There is no fear in love. Perfect love casteth out fear. 1 John 4:18
Love doesn’t change, we do. We always want relationships to move forward but we only understand them backwards. Sometimes it feels like he’s either going to knock you down or knock you up and you hope the scrape doesn’t leave a scar bigger than your ego. When you find yourself twisted by the harshness of your reality, cling to the concept that everything real isn’t permanent and everything that’s permanent isn’t real. At 18, 19, 20, 21, 22 shit all of your twenties, you’re a shell of who you are destined to be. While you gather different pieces for the puzzle you call your life, you are leaving pieces of yourself in beds that you don’t own, with fathers who don’t know how to love you and with men who are more Judas than Peter. You will fall out of love like lizards from coconut trees and barrettes out of a little girl’s hair during recess – nobody tells you that though. They only talk about falling in love without ever covering the much harder falling out of it. It’s scary to think that the man you wanted to spend the rest of your life with, you can’t even stand in the same room with for ten minutes anymore.
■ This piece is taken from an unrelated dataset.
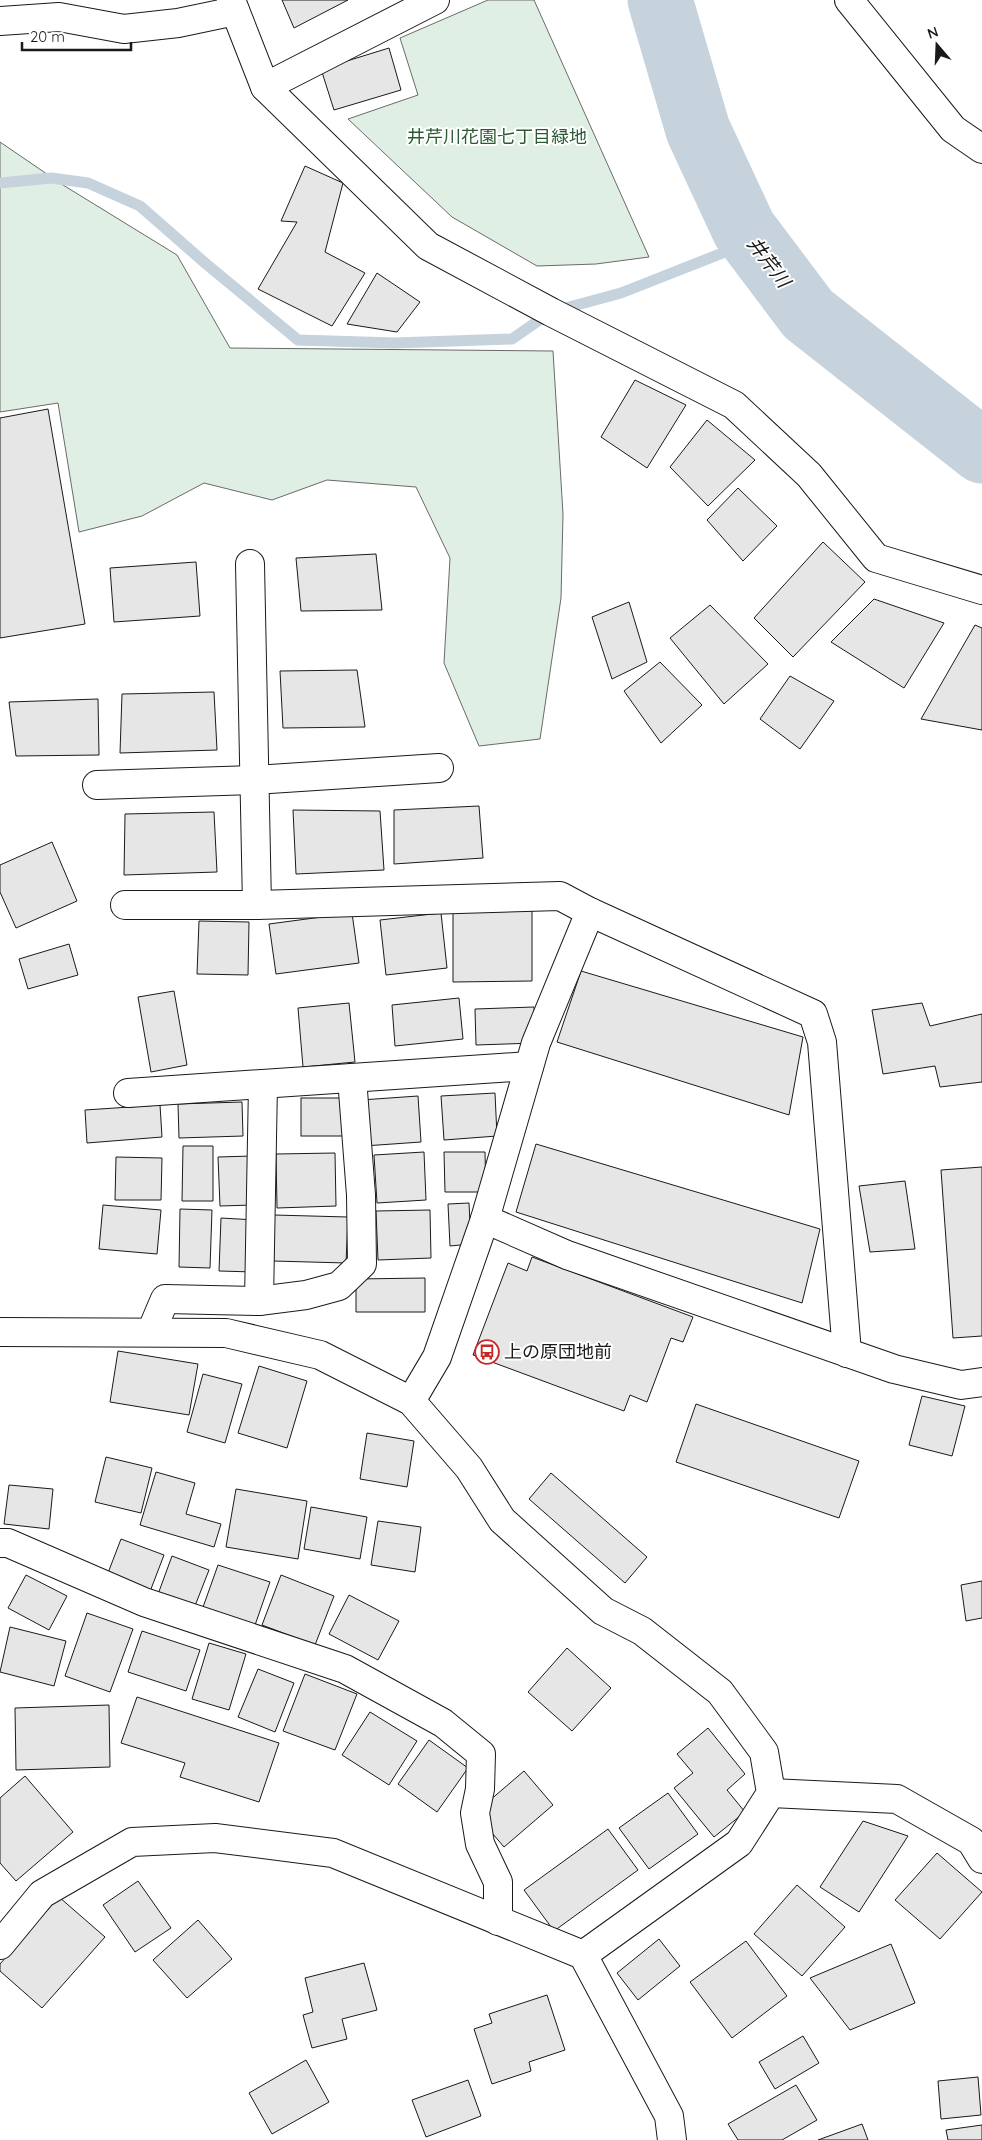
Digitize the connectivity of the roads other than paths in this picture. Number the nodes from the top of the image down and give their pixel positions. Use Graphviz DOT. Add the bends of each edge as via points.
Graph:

You get stuck in your own head trying to recall where you went wrong. Torturing yourself with your bad decisions when you simply didn’t know any better. But Mama Hurston said it best. “Now, women forget all those things they don’t want to remember, and remember everything they don’t want to forget. The dream is the truth. Then they act and do things accordingly.” And the fairytale is the truth. The fairytales that were fed to you about some damsel in distress and her valiant savior. You were raised thinking you were helpless. You were brought up as something to conquer. You were taught to wait for a man to set you free. When will we learn that anybody willing to save you must first be willing to die for you? Sounds more like Christ than any mortal man.
Fairytales teach you that there is one starting point for happiness – your prince charming; the man who finds your shoe, who rescues you from the dragon; who kisses you and makes you rise out of your slumber. And then you meet this prince charming and you realize you’re still not happy because happiness is not one place, one man or one thing but rather a collaboration. It is beams of joy flooding through every window in your house. It is the culmination of prayers answered. It is God sitting at your kitchen table and riding in the passenger seat beside you at the same time. It is your grandmother on her knees praying for you. Happiness is a spinning globe and at any moment, you can enjoy whichever view you choose. But like there is no guarantee that you will be happy every day at seven pm, the same is true for the man you love. He does not create happiness in you. No matter how tall the castle he builds for you is, no matter how many dragons he slays, or how pretty the baby he fathers, if happiness does not seep through your pores baby girl, you will never smell it on yourself. There’s no such thing as an honest fairytale.